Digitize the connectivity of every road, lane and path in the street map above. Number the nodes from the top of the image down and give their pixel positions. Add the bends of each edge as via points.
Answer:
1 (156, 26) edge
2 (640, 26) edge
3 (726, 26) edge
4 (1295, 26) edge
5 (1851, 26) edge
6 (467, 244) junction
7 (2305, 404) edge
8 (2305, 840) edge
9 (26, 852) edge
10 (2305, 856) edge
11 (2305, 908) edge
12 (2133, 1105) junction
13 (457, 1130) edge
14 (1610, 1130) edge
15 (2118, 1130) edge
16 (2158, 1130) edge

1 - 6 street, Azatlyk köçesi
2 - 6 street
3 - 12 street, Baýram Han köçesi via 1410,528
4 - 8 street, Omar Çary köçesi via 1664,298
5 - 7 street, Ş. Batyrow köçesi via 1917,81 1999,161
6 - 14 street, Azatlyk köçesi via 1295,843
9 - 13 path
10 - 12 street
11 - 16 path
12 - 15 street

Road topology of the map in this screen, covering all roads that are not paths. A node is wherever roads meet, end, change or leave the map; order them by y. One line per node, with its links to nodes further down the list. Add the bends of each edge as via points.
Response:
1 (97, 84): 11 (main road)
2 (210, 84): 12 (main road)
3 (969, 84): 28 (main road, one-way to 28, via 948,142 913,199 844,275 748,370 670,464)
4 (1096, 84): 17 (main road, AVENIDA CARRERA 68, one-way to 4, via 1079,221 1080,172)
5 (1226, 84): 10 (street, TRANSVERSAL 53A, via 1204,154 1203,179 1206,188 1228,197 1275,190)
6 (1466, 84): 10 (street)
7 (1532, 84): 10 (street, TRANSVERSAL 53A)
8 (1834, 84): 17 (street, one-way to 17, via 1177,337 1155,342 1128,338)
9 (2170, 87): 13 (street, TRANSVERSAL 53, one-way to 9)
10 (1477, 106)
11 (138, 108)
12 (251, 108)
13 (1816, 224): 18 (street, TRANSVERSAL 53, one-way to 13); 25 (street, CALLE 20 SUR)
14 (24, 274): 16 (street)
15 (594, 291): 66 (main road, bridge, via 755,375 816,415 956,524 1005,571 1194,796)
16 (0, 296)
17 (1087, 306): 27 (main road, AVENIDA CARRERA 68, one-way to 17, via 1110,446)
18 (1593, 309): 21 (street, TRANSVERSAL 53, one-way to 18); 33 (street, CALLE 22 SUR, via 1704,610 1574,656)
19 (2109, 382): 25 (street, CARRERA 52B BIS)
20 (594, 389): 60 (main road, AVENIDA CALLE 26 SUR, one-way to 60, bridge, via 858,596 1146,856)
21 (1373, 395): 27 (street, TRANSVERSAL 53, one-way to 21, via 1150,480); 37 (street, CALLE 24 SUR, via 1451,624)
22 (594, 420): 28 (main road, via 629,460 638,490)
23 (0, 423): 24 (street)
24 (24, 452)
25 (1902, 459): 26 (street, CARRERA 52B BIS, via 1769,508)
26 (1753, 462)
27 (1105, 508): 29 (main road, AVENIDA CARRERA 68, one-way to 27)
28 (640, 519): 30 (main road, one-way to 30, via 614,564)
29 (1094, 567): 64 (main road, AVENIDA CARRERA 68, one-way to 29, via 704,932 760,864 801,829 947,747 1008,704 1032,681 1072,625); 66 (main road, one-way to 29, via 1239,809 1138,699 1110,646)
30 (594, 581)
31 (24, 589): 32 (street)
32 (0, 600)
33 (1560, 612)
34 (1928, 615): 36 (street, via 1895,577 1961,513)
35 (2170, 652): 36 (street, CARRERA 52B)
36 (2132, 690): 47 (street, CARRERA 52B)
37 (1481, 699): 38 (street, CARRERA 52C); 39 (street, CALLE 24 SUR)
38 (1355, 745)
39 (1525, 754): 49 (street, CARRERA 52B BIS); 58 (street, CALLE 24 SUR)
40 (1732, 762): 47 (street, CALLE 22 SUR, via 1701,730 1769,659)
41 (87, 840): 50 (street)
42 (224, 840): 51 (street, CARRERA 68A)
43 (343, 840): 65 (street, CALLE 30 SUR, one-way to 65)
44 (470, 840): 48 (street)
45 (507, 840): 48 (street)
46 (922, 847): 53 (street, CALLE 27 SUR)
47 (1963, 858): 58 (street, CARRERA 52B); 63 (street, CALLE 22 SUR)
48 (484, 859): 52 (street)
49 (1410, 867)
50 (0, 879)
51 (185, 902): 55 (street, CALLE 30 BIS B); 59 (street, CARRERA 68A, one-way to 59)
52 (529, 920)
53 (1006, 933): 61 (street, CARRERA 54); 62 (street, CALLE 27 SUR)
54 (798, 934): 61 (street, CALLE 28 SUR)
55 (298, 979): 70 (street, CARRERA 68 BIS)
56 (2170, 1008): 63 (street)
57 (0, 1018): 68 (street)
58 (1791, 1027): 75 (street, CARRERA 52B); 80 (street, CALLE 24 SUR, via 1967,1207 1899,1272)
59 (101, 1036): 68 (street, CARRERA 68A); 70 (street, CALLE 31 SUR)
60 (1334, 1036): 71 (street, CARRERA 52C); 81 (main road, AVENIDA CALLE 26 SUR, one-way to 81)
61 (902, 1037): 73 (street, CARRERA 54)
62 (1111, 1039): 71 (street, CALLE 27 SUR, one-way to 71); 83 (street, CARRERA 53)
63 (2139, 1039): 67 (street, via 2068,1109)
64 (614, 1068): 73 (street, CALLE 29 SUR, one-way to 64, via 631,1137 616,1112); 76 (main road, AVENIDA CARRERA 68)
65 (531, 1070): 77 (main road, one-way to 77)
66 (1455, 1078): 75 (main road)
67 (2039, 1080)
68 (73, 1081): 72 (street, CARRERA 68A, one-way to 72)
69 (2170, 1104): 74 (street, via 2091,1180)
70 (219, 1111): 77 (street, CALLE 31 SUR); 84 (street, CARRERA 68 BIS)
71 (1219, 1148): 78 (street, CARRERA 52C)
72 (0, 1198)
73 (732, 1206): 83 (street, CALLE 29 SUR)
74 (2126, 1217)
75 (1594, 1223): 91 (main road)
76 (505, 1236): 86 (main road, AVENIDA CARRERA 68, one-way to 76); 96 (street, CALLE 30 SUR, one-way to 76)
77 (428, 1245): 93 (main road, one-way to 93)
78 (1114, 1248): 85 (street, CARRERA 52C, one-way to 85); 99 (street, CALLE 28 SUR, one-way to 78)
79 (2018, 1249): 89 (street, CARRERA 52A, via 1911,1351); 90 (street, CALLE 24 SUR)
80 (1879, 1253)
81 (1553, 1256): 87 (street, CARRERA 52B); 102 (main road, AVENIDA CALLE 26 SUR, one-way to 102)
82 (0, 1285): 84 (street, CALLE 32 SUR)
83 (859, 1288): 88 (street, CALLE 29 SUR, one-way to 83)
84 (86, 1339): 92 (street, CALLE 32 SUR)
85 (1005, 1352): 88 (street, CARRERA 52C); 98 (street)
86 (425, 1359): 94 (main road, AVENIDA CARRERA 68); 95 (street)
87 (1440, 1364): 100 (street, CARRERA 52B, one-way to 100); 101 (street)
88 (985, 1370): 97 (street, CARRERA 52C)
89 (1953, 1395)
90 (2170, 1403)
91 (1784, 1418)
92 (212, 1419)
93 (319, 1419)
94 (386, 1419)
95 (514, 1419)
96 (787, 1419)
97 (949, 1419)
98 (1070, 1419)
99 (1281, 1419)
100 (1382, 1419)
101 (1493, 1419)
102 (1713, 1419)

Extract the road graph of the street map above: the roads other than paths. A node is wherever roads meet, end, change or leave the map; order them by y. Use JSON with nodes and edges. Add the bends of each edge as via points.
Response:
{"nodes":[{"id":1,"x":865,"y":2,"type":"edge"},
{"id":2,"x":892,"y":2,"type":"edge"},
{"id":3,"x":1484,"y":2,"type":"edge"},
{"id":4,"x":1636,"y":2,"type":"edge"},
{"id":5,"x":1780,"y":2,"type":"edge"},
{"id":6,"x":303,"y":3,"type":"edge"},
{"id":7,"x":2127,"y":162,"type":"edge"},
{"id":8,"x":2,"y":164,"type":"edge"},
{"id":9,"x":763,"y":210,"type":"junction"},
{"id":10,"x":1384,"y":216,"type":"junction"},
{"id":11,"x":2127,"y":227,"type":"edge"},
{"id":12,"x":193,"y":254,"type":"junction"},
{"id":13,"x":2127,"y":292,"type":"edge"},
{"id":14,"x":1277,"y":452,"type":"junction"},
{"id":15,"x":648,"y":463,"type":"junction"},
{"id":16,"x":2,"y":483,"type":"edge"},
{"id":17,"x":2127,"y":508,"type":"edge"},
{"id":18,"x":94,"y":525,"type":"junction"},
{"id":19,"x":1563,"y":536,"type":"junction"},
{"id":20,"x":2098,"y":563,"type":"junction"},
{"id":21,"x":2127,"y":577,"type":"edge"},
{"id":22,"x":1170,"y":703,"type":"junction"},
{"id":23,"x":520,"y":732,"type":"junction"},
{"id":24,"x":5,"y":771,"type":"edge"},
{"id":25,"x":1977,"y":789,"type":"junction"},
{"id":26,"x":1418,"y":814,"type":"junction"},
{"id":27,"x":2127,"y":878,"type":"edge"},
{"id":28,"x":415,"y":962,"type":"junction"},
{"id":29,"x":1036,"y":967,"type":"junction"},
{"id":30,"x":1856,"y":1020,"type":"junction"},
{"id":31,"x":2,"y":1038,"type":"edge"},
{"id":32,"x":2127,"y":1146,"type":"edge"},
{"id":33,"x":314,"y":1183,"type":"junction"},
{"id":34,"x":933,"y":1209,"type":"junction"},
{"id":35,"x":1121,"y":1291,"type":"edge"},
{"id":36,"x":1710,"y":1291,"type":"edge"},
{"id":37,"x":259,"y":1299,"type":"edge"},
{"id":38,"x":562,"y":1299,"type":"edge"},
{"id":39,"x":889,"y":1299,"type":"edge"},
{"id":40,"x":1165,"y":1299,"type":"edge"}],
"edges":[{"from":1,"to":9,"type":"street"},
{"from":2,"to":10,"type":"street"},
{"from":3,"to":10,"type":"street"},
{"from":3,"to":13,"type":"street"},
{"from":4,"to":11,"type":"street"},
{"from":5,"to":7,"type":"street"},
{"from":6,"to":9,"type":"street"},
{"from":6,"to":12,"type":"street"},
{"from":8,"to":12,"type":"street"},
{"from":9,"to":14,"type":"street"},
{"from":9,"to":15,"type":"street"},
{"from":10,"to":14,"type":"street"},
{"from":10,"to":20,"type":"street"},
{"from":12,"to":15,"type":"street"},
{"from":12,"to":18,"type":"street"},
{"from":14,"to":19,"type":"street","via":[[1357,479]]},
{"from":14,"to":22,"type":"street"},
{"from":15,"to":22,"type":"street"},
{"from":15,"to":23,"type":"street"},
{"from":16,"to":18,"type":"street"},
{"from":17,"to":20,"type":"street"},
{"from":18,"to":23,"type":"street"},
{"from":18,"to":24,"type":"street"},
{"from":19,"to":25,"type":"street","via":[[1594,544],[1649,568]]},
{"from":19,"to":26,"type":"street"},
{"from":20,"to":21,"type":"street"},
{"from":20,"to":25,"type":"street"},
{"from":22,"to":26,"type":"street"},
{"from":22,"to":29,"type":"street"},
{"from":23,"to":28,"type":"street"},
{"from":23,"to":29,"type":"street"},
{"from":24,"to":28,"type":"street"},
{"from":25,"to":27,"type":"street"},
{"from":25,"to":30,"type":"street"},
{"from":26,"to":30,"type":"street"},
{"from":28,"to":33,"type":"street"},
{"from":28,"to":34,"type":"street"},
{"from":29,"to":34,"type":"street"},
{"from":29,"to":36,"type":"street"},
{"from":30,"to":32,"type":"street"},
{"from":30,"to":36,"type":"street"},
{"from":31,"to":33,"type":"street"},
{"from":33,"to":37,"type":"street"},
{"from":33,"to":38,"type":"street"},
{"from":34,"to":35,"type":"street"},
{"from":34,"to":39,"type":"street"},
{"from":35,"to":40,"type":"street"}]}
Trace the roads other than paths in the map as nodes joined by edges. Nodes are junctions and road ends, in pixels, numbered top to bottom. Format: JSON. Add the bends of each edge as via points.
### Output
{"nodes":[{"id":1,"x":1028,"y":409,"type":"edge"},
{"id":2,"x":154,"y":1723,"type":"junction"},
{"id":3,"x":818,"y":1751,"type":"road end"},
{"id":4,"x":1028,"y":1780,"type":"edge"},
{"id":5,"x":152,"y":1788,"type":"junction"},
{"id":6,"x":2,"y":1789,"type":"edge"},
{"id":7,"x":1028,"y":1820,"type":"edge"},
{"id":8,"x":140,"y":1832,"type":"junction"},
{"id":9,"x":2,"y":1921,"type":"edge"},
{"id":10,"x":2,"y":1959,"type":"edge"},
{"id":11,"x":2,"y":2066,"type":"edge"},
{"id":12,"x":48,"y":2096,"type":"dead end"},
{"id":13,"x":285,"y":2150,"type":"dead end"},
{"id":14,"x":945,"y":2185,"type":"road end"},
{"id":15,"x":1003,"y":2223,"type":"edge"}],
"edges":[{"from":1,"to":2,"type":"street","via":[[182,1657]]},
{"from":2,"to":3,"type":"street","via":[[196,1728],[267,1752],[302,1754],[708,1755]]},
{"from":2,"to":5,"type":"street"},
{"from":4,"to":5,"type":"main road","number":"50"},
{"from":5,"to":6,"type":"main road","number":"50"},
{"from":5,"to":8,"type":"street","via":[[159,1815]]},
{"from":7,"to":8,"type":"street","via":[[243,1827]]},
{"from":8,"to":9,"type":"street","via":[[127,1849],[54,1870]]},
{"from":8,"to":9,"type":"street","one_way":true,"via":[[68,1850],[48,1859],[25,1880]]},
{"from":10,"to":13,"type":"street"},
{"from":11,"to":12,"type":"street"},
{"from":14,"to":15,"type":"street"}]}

──────

Copy every line in the records above that contains the word "other".

RESPONSE AREA:
Extract the road graph of the street map above: the roads other than paths. A node is wherever roads meet, end, change or leave the map; order them by y. Use JSON with nodes and edges. Add the bends of each edge as via points.
Trace the roads other than paths in the map as nodes joined by edges. Nodes are junctions and road ends, in pixels, numbered top to bottom. Format: JSON. Add the bends of each edge as via points.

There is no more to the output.